_Exercise_
Search the material below for the string "than" and list each line that holds it.

_Extracted records_
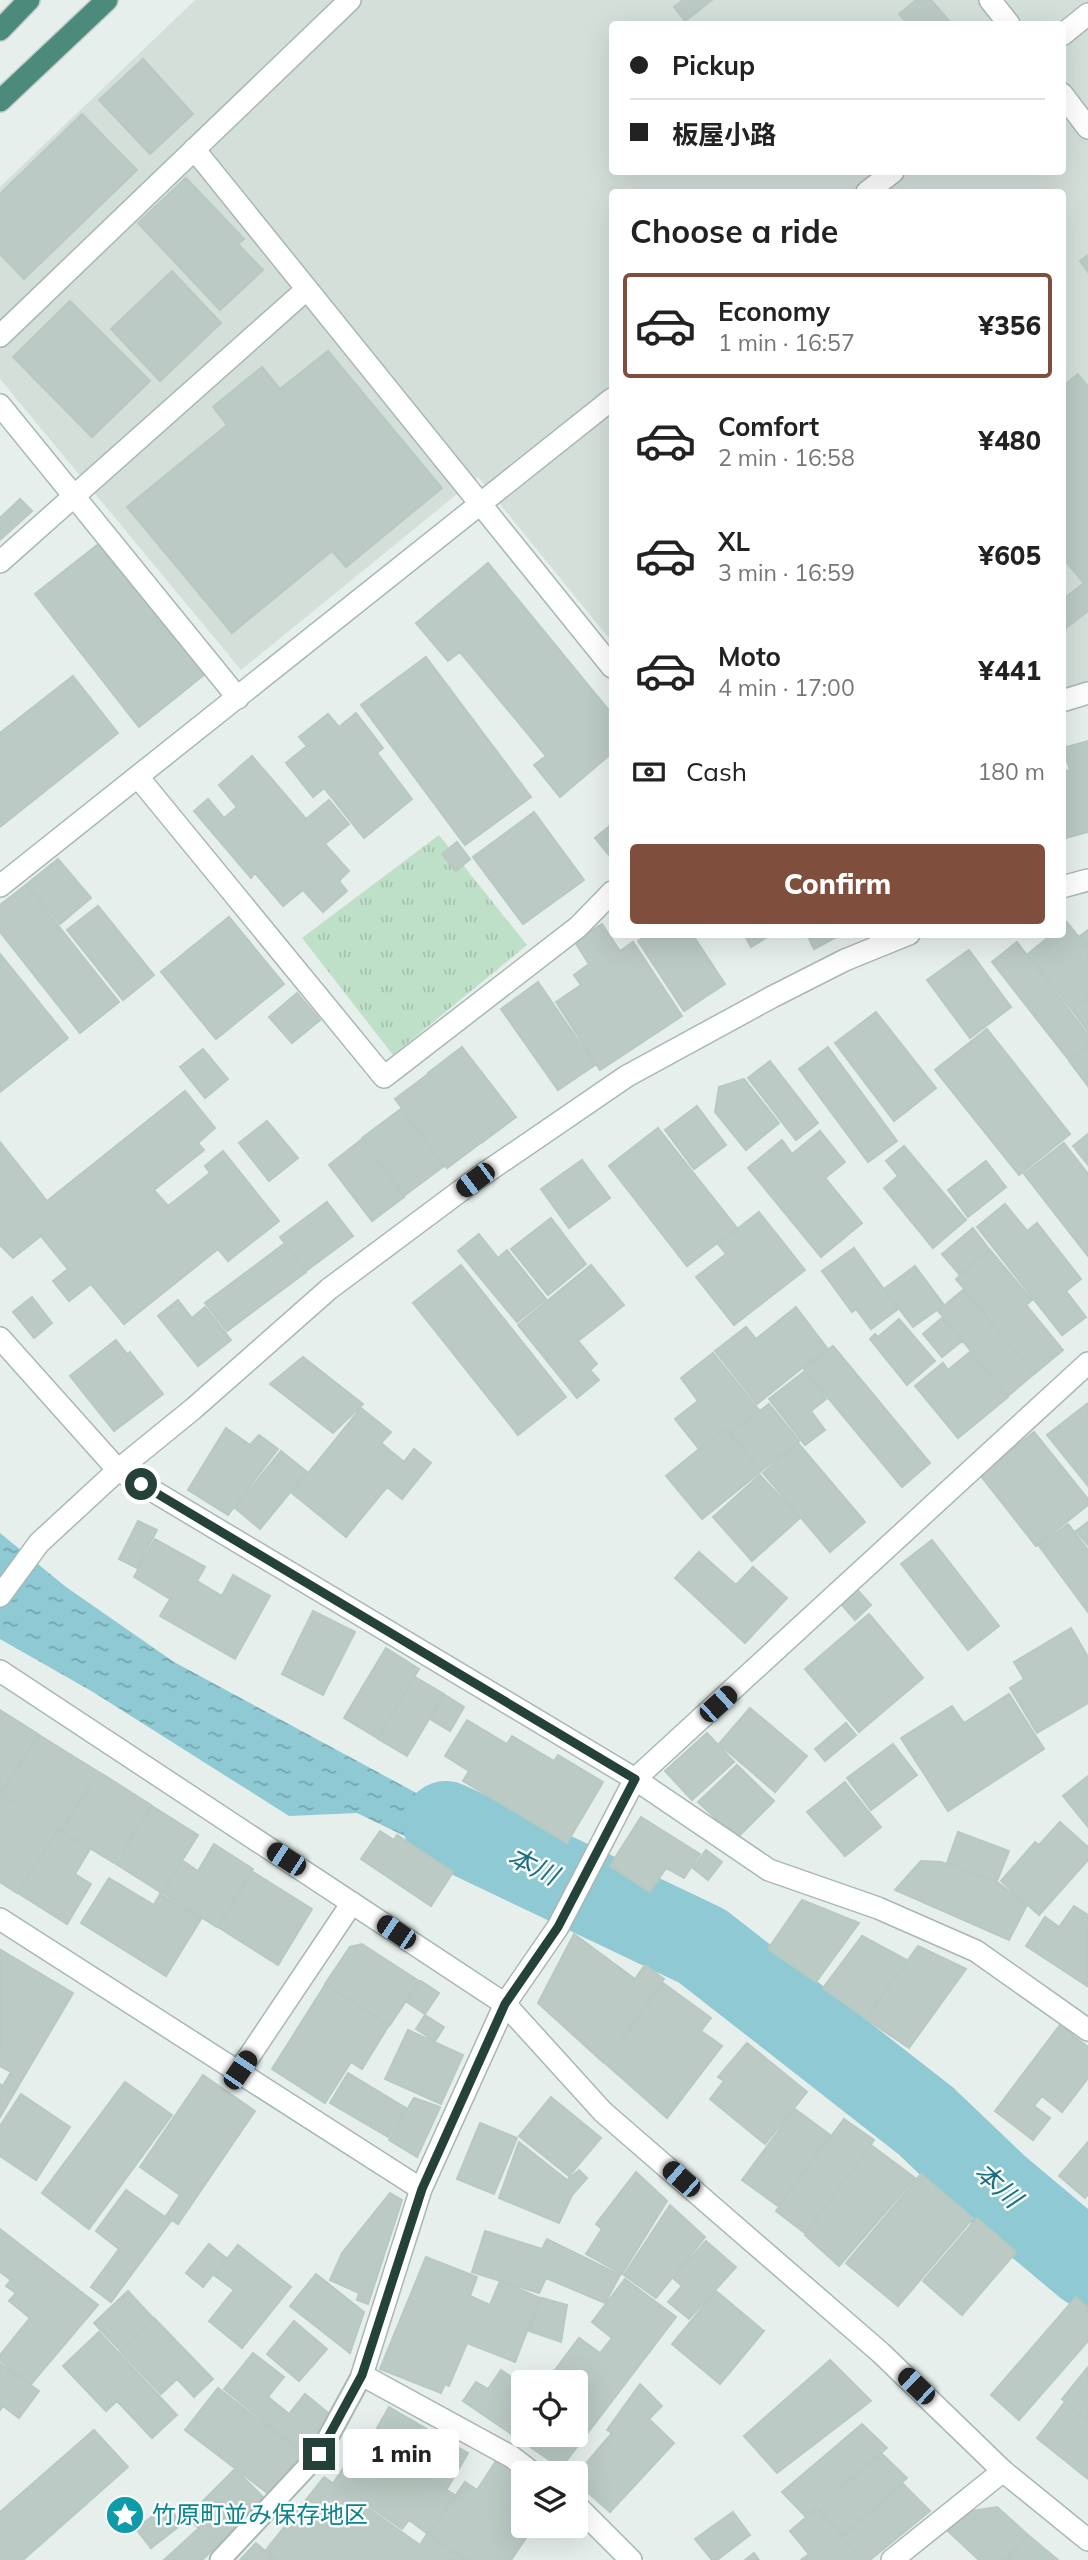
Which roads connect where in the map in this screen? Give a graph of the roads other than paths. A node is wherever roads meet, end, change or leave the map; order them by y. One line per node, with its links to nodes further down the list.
---
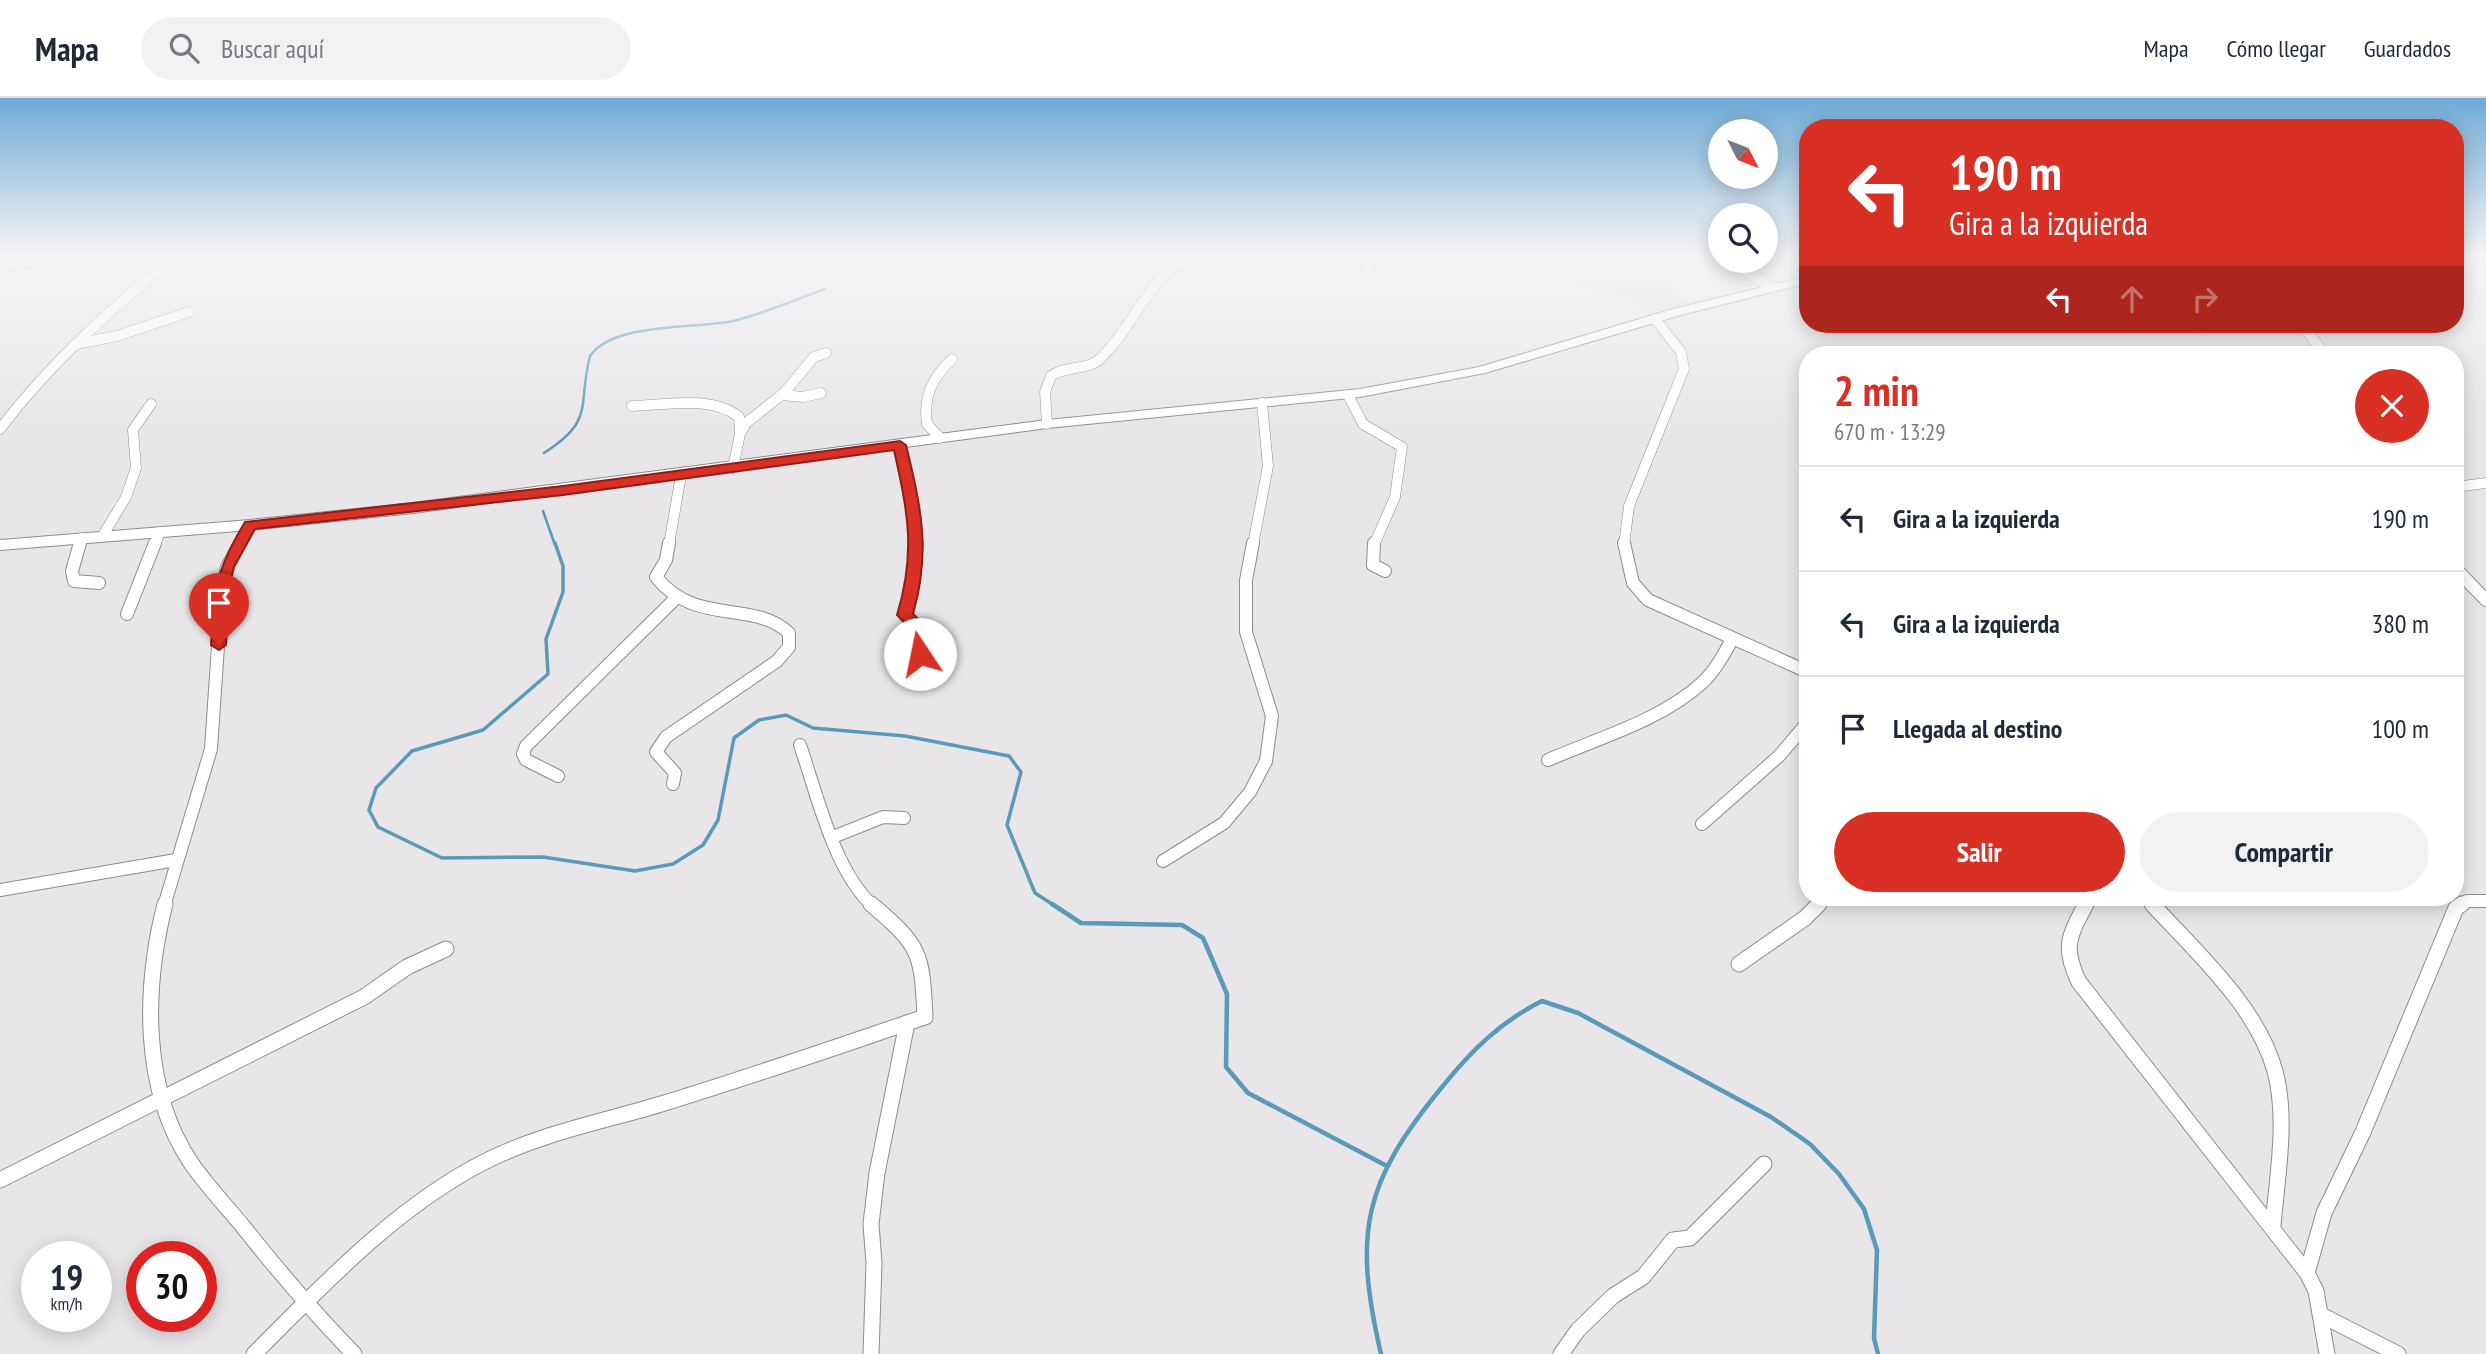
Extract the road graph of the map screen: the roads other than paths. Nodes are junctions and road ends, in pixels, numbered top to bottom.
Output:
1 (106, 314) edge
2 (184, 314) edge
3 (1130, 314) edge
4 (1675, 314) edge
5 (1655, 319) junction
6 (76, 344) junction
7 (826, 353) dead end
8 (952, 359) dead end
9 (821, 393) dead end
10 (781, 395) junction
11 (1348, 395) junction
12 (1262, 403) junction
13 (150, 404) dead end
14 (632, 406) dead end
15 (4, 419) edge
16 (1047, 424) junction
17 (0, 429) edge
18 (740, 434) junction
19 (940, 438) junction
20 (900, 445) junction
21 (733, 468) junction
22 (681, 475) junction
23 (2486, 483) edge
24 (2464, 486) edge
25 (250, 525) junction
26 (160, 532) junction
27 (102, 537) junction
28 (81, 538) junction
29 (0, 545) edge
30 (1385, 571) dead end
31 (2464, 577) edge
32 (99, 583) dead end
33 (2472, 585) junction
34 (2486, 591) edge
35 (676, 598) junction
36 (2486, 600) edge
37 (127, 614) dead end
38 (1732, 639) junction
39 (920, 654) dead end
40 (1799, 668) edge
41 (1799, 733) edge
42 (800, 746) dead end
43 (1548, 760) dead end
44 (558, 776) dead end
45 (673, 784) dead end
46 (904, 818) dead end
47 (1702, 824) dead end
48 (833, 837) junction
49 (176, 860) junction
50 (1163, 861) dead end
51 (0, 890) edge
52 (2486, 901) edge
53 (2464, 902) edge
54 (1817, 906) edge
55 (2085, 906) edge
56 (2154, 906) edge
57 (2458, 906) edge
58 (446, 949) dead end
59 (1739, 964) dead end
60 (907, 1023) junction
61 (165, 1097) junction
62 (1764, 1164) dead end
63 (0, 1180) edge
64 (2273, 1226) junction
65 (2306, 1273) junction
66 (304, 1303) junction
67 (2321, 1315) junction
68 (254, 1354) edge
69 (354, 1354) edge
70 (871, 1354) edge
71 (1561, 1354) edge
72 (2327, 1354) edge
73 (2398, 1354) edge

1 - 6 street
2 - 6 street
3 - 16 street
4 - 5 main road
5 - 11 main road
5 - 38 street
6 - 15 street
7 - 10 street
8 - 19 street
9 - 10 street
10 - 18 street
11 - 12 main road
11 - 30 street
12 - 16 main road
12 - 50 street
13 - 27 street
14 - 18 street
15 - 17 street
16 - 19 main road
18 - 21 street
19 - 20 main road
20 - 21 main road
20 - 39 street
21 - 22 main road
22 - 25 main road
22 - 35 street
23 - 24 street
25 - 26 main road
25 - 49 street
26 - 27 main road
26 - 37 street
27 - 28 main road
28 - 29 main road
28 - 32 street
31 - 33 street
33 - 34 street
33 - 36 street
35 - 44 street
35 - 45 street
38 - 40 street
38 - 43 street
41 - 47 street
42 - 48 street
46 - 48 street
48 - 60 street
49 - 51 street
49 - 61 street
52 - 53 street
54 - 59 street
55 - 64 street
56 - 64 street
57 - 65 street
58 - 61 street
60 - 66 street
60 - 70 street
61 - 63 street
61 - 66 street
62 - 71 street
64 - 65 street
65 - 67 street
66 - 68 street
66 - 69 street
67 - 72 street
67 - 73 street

_Answer space_
Which roads connect where in the map in this screen? Give a graph of the roads other than paths. A node is wherever roads meet, end, change or leave the map; order them by y. One line per node, with its links to nodes further down the list.
Extract the road graph of the map screen: the roads other than paths. Nodes are junctions and road ends, in pixels, numbered top to bottom.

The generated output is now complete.